What the task asks:
Since each line must match the original, copy out the records with no differences at all.

Information:
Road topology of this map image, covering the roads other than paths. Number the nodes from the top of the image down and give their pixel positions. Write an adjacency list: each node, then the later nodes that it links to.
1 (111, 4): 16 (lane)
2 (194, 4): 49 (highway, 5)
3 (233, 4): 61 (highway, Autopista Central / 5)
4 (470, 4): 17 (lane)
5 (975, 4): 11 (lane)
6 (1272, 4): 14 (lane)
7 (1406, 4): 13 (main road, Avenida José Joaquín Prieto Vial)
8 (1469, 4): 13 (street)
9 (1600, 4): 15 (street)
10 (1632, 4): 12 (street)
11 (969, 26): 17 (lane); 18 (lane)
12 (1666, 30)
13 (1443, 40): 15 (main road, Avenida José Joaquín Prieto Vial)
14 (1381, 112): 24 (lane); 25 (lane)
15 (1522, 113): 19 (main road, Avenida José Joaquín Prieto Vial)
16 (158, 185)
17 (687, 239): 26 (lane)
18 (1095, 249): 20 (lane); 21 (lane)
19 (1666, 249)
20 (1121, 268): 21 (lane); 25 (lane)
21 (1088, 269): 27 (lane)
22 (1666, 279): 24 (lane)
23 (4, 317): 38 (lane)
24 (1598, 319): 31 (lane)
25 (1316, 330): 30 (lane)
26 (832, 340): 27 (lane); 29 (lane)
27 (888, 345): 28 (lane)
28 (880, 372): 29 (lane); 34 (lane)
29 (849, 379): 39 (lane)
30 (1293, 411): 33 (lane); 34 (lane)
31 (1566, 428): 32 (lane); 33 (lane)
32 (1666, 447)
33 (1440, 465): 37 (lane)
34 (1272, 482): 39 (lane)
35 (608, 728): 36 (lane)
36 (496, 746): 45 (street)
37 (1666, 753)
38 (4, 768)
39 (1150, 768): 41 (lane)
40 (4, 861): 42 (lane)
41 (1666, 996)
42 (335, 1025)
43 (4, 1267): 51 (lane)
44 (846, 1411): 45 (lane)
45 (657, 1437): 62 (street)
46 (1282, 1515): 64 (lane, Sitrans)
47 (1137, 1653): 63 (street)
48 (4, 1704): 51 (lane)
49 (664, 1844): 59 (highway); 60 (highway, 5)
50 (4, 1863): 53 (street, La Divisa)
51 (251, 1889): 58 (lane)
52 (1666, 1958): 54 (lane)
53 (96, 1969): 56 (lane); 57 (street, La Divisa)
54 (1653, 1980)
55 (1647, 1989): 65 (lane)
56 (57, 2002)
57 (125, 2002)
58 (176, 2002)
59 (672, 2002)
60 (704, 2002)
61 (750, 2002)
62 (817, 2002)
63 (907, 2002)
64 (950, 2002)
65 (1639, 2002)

Response to the task:
Road topology of this map image, covering the roads other than paths. Number the nodes from the top of the image down and give their pixel positions. Write an adjacency list: each node, then the later nodes that it links to.
1 (111, 4): 16 (lane)
2 (194, 4): 49 (highway, 5)
3 (233, 4): 61 (highway, Autopista Central / 5)
4 (470, 4): 17 (lane)
5 (975, 4): 11 (lane)
6 (1272, 4): 14 (lane)
7 (1406, 4): 13 (main road, Avenida José Joaquín Prieto Vial)
8 (1469, 4): 13 (street)
9 (1600, 4): 15 (street)
10 (1632, 4): 12 (street)
11 (969, 26): 17 (lane); 18 (lane)
12 (1666, 30)
13 (1443, 40): 15 (main road, Avenida José Joaquín Prieto Vial)
14 (1381, 112): 24 (lane); 25 (lane)
15 (1522, 113): 19 (main road, Avenida José Joaquín Prieto Vial)
16 (158, 185)
17 (687, 239): 26 (lane)
18 (1095, 249): 20 (lane); 21 (lane)
19 (1666, 249)
20 (1121, 268): 21 (lane); 25 (lane)
21 (1088, 269): 27 (lane)
22 (1666, 279): 24 (lane)
23 (4, 317): 38 (lane)
24 (1598, 319): 31 (lane)
25 (1316, 330): 30 (lane)
26 (832, 340): 27 (lane); 29 (lane)
27 (888, 345): 28 (lane)
28 (880, 372): 29 (lane); 34 (lane)
29 (849, 379): 39 (lane)
30 (1293, 411): 33 (lane); 34 (lane)
31 (1566, 428): 32 (lane); 33 (lane)
32 (1666, 447)
33 (1440, 465): 37 (lane)
34 (1272, 482): 39 (lane)
35 (608, 728): 36 (lane)
36 (496, 746): 45 (street)
37 (1666, 753)
38 (4, 768)
39 (1150, 768): 41 (lane)
40 (4, 861): 42 (lane)
41 (1666, 996)
42 (335, 1025)
43 (4, 1267): 51 (lane)
44 (846, 1411): 45 (lane)
45 (657, 1437): 62 (street)
46 (1282, 1515): 64 (lane, Sitrans)
47 (1137, 1653): 63 (street)
48 (4, 1704): 51 (lane)
49 (664, 1844): 59 (highway); 60 (highway, 5)
50 (4, 1863): 53 (street, La Divisa)
51 (251, 1889): 58 (lane)
52 (1666, 1958): 54 (lane)
53 (96, 1969): 56 (lane); 57 (street, La Divisa)
54 (1653, 1980)
55 (1647, 1989): 65 (lane)
56 (57, 2002)
57 (125, 2002)
58 (176, 2002)
59 (672, 2002)
60 (704, 2002)
61 (750, 2002)
62 (817, 2002)
63 (907, 2002)
64 (950, 2002)
65 (1639, 2002)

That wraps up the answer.